**Work to be completed**
Lines from the top of the entries through the line that has "0 5px,transparent 0" must be duplicated exactly, and no others.

--- Data shown Enclosed Below ---

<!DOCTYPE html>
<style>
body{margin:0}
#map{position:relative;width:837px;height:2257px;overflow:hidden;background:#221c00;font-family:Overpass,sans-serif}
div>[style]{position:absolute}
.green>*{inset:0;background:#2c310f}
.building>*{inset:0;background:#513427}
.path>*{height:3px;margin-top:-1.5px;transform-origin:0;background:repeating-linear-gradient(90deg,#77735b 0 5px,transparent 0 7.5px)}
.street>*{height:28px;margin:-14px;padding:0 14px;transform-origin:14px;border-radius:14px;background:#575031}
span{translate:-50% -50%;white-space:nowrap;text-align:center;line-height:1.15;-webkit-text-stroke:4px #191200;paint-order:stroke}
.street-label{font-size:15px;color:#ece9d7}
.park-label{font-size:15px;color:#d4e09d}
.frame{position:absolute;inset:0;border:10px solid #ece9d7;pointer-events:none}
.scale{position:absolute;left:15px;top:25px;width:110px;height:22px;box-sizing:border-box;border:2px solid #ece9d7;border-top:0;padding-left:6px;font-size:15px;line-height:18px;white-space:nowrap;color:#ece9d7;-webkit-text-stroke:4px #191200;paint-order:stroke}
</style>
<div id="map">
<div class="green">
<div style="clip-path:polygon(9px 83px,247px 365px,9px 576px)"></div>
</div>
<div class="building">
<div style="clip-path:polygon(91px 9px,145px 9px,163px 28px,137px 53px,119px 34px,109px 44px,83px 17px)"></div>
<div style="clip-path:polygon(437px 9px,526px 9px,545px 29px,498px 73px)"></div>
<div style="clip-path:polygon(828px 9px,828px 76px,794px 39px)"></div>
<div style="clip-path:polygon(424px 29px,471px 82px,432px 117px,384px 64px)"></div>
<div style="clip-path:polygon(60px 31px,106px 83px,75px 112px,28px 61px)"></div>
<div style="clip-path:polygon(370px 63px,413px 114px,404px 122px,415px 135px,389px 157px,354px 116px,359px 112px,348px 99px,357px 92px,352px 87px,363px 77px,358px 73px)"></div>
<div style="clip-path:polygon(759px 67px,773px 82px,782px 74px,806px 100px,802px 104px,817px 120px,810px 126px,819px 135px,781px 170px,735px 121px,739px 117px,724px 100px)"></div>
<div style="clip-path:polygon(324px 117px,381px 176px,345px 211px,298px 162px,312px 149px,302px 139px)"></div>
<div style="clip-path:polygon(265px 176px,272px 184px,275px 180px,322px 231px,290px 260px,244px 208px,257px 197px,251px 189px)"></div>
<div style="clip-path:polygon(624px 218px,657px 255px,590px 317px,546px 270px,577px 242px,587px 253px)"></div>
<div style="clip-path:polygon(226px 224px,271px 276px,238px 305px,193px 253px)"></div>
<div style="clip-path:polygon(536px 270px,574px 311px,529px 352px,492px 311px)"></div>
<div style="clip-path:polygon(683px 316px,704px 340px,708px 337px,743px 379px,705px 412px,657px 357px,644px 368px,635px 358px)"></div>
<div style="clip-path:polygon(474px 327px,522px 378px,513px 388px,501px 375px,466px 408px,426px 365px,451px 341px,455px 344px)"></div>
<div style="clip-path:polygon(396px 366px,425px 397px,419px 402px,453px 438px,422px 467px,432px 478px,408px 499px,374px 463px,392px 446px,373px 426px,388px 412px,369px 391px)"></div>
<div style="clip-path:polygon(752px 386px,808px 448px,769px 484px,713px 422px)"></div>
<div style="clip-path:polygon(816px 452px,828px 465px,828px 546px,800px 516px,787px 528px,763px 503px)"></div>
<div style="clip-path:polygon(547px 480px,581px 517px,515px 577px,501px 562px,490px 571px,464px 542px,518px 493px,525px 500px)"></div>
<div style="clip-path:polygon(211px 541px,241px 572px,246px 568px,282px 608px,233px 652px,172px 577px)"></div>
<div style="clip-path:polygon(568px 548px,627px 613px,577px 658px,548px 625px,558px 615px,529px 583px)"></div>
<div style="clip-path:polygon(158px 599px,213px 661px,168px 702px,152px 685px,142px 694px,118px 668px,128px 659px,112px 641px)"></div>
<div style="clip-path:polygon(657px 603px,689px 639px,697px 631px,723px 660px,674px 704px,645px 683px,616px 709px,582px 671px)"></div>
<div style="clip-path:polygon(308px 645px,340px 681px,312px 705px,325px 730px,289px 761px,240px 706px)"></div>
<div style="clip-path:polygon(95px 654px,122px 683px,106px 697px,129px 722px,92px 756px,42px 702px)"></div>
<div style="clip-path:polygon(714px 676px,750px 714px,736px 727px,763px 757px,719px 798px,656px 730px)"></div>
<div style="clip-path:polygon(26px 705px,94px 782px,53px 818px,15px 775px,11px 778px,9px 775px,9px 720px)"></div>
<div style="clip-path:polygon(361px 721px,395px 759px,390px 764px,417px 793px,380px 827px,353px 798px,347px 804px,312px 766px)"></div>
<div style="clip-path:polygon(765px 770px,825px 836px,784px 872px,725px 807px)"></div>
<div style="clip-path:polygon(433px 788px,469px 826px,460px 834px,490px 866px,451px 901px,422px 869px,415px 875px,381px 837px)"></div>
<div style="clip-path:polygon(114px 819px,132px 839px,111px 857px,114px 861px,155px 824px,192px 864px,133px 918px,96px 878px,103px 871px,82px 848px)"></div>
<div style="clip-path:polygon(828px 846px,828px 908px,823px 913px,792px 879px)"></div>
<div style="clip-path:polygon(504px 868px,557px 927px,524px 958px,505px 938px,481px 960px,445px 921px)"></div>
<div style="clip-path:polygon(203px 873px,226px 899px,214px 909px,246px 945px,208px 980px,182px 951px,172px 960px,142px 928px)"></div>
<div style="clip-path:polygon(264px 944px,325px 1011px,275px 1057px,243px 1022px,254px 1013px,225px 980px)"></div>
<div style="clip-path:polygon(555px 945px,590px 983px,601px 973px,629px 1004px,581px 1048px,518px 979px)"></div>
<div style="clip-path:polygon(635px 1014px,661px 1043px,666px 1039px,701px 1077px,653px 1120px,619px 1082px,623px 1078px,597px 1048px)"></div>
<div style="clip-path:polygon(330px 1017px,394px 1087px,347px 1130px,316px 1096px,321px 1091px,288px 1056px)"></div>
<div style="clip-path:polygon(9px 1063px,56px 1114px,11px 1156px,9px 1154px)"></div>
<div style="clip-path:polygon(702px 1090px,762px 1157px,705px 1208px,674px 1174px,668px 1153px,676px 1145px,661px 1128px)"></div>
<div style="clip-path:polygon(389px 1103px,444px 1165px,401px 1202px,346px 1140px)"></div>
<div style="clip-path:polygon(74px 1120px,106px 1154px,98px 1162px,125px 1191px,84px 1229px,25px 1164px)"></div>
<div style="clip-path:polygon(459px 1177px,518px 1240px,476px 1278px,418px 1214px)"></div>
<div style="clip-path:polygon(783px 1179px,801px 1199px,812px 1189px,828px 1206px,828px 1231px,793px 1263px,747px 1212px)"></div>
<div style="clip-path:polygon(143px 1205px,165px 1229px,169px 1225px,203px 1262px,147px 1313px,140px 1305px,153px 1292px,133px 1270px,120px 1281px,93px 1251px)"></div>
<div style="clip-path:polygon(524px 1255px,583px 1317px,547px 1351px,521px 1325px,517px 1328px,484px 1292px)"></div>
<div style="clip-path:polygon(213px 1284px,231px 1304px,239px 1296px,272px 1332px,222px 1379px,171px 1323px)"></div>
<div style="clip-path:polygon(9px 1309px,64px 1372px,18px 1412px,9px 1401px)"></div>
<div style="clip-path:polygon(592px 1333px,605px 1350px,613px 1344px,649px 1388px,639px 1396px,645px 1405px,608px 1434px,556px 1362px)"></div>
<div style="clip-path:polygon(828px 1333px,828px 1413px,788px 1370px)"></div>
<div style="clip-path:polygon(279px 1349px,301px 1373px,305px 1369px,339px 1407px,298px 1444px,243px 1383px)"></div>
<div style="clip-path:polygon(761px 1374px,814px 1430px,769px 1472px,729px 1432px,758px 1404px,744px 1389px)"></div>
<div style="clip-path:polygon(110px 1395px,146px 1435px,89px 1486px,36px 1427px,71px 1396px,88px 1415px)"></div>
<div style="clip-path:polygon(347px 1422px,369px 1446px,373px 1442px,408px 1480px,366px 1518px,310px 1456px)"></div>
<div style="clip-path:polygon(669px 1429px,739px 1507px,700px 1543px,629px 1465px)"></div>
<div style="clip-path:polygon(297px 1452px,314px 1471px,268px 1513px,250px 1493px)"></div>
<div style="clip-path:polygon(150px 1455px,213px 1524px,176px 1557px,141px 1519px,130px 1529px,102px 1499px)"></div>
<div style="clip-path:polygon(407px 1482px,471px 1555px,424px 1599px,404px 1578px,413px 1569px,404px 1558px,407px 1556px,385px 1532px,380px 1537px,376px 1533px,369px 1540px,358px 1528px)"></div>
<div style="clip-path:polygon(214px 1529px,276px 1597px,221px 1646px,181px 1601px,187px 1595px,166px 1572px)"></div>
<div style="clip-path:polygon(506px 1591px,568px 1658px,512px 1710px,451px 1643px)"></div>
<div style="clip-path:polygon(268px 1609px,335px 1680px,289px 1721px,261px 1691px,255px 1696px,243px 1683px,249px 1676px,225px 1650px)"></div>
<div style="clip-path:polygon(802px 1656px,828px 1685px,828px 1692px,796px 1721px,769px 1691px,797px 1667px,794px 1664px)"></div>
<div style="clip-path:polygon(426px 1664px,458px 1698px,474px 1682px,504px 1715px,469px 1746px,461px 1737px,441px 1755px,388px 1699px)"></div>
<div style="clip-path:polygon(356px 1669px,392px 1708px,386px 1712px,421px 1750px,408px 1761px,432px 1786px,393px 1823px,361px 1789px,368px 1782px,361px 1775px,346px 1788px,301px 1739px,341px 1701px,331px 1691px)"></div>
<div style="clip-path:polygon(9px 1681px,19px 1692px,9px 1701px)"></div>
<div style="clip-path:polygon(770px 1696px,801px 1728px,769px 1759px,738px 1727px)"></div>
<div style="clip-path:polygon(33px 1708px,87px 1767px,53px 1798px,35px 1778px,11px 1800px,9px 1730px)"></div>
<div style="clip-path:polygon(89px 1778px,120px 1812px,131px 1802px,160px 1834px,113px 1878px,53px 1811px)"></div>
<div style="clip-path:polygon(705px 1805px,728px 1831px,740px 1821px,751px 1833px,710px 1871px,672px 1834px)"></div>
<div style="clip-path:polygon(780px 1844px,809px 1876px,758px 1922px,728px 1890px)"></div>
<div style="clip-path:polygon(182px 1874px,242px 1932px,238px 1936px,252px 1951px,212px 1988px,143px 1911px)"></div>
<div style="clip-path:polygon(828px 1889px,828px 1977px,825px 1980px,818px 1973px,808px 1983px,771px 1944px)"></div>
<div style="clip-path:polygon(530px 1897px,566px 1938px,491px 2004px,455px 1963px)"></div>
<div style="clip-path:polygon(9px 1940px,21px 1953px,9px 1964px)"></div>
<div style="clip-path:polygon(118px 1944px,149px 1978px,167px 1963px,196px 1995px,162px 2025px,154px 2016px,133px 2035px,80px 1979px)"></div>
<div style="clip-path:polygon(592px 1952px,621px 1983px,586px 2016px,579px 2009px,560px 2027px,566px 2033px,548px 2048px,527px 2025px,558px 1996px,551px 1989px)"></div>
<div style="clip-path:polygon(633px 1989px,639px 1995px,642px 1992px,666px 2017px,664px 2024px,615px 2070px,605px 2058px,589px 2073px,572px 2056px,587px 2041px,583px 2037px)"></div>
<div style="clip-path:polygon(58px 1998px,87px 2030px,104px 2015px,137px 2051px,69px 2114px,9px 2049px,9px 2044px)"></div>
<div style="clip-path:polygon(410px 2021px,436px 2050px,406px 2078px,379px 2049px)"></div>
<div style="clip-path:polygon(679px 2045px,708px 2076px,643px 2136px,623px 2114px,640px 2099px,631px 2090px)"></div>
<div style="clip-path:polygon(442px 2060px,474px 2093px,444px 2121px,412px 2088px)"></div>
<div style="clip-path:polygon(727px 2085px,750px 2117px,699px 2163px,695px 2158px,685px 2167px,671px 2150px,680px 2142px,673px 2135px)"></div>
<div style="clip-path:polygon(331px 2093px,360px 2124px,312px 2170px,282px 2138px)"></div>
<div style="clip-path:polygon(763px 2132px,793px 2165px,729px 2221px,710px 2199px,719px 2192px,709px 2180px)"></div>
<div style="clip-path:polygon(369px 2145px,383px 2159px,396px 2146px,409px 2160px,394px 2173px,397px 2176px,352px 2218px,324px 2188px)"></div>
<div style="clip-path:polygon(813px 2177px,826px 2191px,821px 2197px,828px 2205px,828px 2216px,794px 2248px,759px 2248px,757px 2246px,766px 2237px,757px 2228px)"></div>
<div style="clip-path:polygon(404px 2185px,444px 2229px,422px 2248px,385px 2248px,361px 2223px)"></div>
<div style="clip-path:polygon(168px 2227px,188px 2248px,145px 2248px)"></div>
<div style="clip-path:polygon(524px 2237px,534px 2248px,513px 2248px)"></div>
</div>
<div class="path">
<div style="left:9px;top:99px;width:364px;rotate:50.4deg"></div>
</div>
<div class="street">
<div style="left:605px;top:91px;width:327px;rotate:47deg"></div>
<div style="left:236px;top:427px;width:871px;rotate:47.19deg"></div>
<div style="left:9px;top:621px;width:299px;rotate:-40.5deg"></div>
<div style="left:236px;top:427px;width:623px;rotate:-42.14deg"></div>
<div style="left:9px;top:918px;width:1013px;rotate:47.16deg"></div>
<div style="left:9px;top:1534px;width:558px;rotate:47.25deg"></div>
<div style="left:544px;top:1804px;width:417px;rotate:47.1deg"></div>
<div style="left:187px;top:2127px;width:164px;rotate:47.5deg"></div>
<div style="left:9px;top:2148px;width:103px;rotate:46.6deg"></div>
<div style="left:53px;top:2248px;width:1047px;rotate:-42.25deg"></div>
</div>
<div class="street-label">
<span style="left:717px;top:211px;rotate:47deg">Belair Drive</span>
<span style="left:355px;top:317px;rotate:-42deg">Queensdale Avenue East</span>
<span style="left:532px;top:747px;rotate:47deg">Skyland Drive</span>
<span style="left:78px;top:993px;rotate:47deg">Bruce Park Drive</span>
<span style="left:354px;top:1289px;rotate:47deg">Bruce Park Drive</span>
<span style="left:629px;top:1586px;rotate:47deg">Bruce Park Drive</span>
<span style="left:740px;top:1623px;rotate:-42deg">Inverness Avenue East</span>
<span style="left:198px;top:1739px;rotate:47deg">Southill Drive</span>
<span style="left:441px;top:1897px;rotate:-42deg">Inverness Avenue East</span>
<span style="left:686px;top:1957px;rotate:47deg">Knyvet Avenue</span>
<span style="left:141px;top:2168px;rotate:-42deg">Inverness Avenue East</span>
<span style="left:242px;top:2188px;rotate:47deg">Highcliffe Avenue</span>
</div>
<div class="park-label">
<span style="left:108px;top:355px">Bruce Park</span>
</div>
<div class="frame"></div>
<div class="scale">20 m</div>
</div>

--- End of Enclosed Data shown ---

**Task response**
<!DOCTYPE html>
<style>
body{margin:0}
#map{position:relative;width:837px;height:2257px;overflow:hidden;background:#221c00;font-family:Overpass,sans-serif}
div>[style]{position:absolute}
.green>*{inset:0;background:#2c310f}
.building>*{inset:0;background:#513427}
.path>*{height:3px;margin-top:-1.5px;transform-origin:0;background:repeating-linear-gradient(90deg,#77735b 0 5px,transparent 0 7.5px)}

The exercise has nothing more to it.